Eserleri hatırlayalım kurgu bu da düşüncemi doğruluyor. Örneğin A.S.'nin romanında. Puşkin "Kaptanın Kızı". Ana karakter genç ve çok iyi bir adam olan Pyotr Grinev'dir. O, kavramın, vicdanın, namusun, edep kavramının boş bir söz olmadığı bir ailede büyümüştür. Zor zamanlarda yaşam durumları Grinev sona erdi: Pugachev tarafından yakalandı, ihanet ve ihanet suçlamalarından kurtuldu, ancak kahraman onlardan onur ve haysiyetle çıktı, çünkü Anavatanının bir vatanseverdi ve ahlaki ilkelerine ihanet etmedi. Pugachev'in isyancıların safına geçme teklifine kesin bir ret ile tepki verir. Puşkin'in bu eserin epigrafını alması boşuna değil halk bilgeliği: “Giyinmenize tekrar dikkat edin, küçük yaştan itibaren namusunuza sahip çıkın.” Andrei'nin babası onu bu sözlerle Anavatan'a sadık hizmete gönderir. Bunlar çok önemli sözler: İnsan vatanına, ilkelerine, ailesine sadık olmalıdır. Romanın sonucu mutlu son: Lekesiz onur, aile hayatı sevgili Masha Mironova'yla. Pyotr Grinev ve Masha Mironova'nın ilişkisi ve sevgisi özel hayranlığı hak ediyor. Belogorsk kalesine vardığında hemen Kaptan Mironov'un tek ve sevgili kızına aşık oldu. Çekingen ve çekingen, rahat ve sakin karakteriyle genç subayın hemen dikkatini çekti. Aşık oldular ve gelecekte evlenmeyi hayal ettiler. Alexey Shvabrin onu kilit altında tutarken, onun tehlikeli durumu Grinev'in aklından çıkmıyordu. Ona ulaşmaya hevesliydi ve onu Shvabrin'den kurtararak sevgisini kanıtladı. Grinev ona ihanet edebilecek durumda mıydı? Bence hayır. Onun için Masha'ya olan sevgi, Anavatan'a olan sevgiyle eşdeğerdi.
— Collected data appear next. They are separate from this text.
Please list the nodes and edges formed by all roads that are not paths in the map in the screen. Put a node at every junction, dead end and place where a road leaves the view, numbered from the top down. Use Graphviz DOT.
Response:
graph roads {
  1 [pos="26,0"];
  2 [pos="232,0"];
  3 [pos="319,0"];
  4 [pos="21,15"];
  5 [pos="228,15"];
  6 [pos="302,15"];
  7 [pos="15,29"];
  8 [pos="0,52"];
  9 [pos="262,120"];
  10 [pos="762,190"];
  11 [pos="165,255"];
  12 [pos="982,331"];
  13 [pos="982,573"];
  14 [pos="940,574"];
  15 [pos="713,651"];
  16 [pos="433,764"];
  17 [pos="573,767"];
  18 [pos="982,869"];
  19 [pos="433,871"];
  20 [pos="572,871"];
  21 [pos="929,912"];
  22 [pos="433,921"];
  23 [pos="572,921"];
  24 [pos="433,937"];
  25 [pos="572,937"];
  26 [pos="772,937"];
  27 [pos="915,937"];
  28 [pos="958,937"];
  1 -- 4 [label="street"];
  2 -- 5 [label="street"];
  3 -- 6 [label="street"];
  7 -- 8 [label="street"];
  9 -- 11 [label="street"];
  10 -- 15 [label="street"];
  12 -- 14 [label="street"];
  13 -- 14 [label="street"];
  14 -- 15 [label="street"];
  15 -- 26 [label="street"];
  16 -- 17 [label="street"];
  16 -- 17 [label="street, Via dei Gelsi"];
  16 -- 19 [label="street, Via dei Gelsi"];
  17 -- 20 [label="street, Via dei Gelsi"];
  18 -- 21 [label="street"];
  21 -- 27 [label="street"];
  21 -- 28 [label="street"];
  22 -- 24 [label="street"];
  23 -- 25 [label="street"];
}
Romanın bir diğer karakteri Shvabrin, imparatoriçeye verilen yemine kolayca ihanet ederek ahlaki yasaları ve ahlaki ilkeleri ihlal etti. Bir isyancının hizmetine girdi, zorla ve aldatarak Masha Mironova ile evlenmek istedi ve Grinev'e iftira attı. Böyle bir kişi sert bir kınamayı hak eder! Bu en büyük ihanettir!

Böylece romanı inceledikten sonra şu sonuca varabiliriz: Anavatan'a ihanet ve sevilen birine ihanet birbirine eşdeğerdir, sevilen kişi bizim Anavatanımızdır. Sevilen birine ihanet etmek, vatanınıza ihanet etmek kadar korkutucudur. Avusturyalı yazar Maria von Ebner-Eschenbach'ın şunu söylemesi boşuna değil: "Sadık kalmak bir erdemdir, sadakati bilmek bir onurdur."».